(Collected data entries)
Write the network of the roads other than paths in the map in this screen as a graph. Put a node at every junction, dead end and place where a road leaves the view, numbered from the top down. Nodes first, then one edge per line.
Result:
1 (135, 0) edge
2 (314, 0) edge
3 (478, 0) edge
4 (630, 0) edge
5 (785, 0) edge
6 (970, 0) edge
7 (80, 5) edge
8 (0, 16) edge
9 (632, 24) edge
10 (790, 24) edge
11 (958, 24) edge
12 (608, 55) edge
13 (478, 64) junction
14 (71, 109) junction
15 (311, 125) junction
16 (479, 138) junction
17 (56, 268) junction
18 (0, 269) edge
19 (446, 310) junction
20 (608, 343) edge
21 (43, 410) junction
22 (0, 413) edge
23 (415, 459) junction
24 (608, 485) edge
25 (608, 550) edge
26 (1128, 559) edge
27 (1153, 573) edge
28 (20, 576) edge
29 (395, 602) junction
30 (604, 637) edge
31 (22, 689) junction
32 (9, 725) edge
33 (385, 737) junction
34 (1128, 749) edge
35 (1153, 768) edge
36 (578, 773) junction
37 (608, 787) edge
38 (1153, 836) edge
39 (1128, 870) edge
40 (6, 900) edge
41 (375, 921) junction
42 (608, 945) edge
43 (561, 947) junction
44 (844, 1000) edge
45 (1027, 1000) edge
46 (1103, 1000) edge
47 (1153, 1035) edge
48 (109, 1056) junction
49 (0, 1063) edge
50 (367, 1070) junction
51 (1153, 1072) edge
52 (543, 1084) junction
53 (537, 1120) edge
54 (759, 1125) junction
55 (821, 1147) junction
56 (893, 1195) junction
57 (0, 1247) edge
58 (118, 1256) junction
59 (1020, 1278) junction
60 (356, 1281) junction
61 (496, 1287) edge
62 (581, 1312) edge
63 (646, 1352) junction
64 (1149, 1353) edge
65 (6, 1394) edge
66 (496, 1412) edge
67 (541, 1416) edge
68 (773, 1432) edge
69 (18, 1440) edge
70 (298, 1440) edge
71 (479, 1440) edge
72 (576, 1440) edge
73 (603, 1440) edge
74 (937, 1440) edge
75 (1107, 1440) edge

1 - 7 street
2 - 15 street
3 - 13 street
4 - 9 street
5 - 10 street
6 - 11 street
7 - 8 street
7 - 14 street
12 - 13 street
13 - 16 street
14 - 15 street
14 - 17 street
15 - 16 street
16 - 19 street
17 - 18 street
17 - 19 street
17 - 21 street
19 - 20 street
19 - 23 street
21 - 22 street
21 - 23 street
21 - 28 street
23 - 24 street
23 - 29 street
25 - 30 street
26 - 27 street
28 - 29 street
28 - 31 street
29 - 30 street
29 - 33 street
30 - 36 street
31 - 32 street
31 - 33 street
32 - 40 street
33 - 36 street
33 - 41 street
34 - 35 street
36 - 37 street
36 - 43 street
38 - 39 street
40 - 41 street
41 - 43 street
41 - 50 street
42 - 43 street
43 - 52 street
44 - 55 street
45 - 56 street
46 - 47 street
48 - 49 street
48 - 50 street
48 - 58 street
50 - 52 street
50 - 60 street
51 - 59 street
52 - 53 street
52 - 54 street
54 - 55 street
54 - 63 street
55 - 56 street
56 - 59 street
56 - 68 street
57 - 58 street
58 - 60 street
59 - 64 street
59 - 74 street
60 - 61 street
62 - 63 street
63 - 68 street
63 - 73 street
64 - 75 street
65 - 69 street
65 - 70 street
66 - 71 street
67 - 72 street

▶ _What the task requires_
Nothing in the records should be left out; write all of them out again exactly.

▶ _Response to the task_
Write the network of the roads other than paths in the map in this screen as a graph. Put a node at every junction, dead end and place where a road leaves the view, numbered from the top down. Nodes first, then one edge per line.
Result:
1 (135, 0) edge
2 (314, 0) edge
3 (478, 0) edge
4 (630, 0) edge
5 (785, 0) edge
6 (970, 0) edge
7 (80, 5) edge
8 (0, 16) edge
9 (632, 24) edge
10 (790, 24) edge
11 (958, 24) edge
12 (608, 55) edge
13 (478, 64) junction
14 (71, 109) junction
15 (311, 125) junction
16 (479, 138) junction
17 (56, 268) junction
18 (0, 269) edge
19 (446, 310) junction
20 (608, 343) edge
21 (43, 410) junction
22 (0, 413) edge
23 (415, 459) junction
24 (608, 485) edge
25 (608, 550) edge
26 (1128, 559) edge
27 (1153, 573) edge
28 (20, 576) edge
29 (395, 602) junction
30 (604, 637) edge
31 (22, 689) junction
32 (9, 725) edge
33 (385, 737) junction
34 (1128, 749) edge
35 (1153, 768) edge
36 (578, 773) junction
37 (608, 787) edge
38 (1153, 836) edge
39 (1128, 870) edge
40 (6, 900) edge
41 (375, 921) junction
42 (608, 945) edge
43 (561, 947) junction
44 (844, 1000) edge
45 (1027, 1000) edge
46 (1103, 1000) edge
47 (1153, 1035) edge
48 (109, 1056) junction
49 (0, 1063) edge
50 (367, 1070) junction
51 (1153, 1072) edge
52 (543, 1084) junction
53 (537, 1120) edge
54 (759, 1125) junction
55 (821, 1147) junction
56 (893, 1195) junction
57 (0, 1247) edge
58 (118, 1256) junction
59 (1020, 1278) junction
60 (356, 1281) junction
61 (496, 1287) edge
62 (581, 1312) edge
63 (646, 1352) junction
64 (1149, 1353) edge
65 (6, 1394) edge
66 (496, 1412) edge
67 (541, 1416) edge
68 (773, 1432) edge
69 (18, 1440) edge
70 (298, 1440) edge
71 (479, 1440) edge
72 (576, 1440) edge
73 (603, 1440) edge
74 (937, 1440) edge
75 (1107, 1440) edge

1 - 7 street
2 - 15 street
3 - 13 street
4 - 9 street
5 - 10 street
6 - 11 street
7 - 8 street
7 - 14 street
12 - 13 street
13 - 16 street
14 - 15 street
14 - 17 street
15 - 16 street
16 - 19 street
17 - 18 street
17 - 19 street
17 - 21 street
19 - 20 street
19 - 23 street
21 - 22 street
21 - 23 street
21 - 28 street
23 - 24 street
23 - 29 street
25 - 30 street
26 - 27 street
28 - 29 street
28 - 31 street
29 - 30 street
29 - 33 street
30 - 36 street
31 - 32 street
31 - 33 street
32 - 40 street
33 - 36 street
33 - 41 street
34 - 35 street
36 - 37 street
36 - 43 street
38 - 39 street
40 - 41 street
41 - 43 street
41 - 50 street
42 - 43 street
43 - 52 street
44 - 55 street
45 - 56 street
46 - 47 street
48 - 49 street
48 - 50 street
48 - 58 street
50 - 52 street
50 - 60 street
51 - 59 street
52 - 53 street
52 - 54 street
54 - 55 street
54 - 63 street
55 - 56 street
56 - 59 street
56 - 68 street
57 - 58 street
58 - 60 street
59 - 64 street
59 - 74 street
60 - 61 street
62 - 63 street
63 - 68 street
63 - 73 street
64 - 75 street
65 - 69 street
65 - 70 street
66 - 71 street
67 - 72 street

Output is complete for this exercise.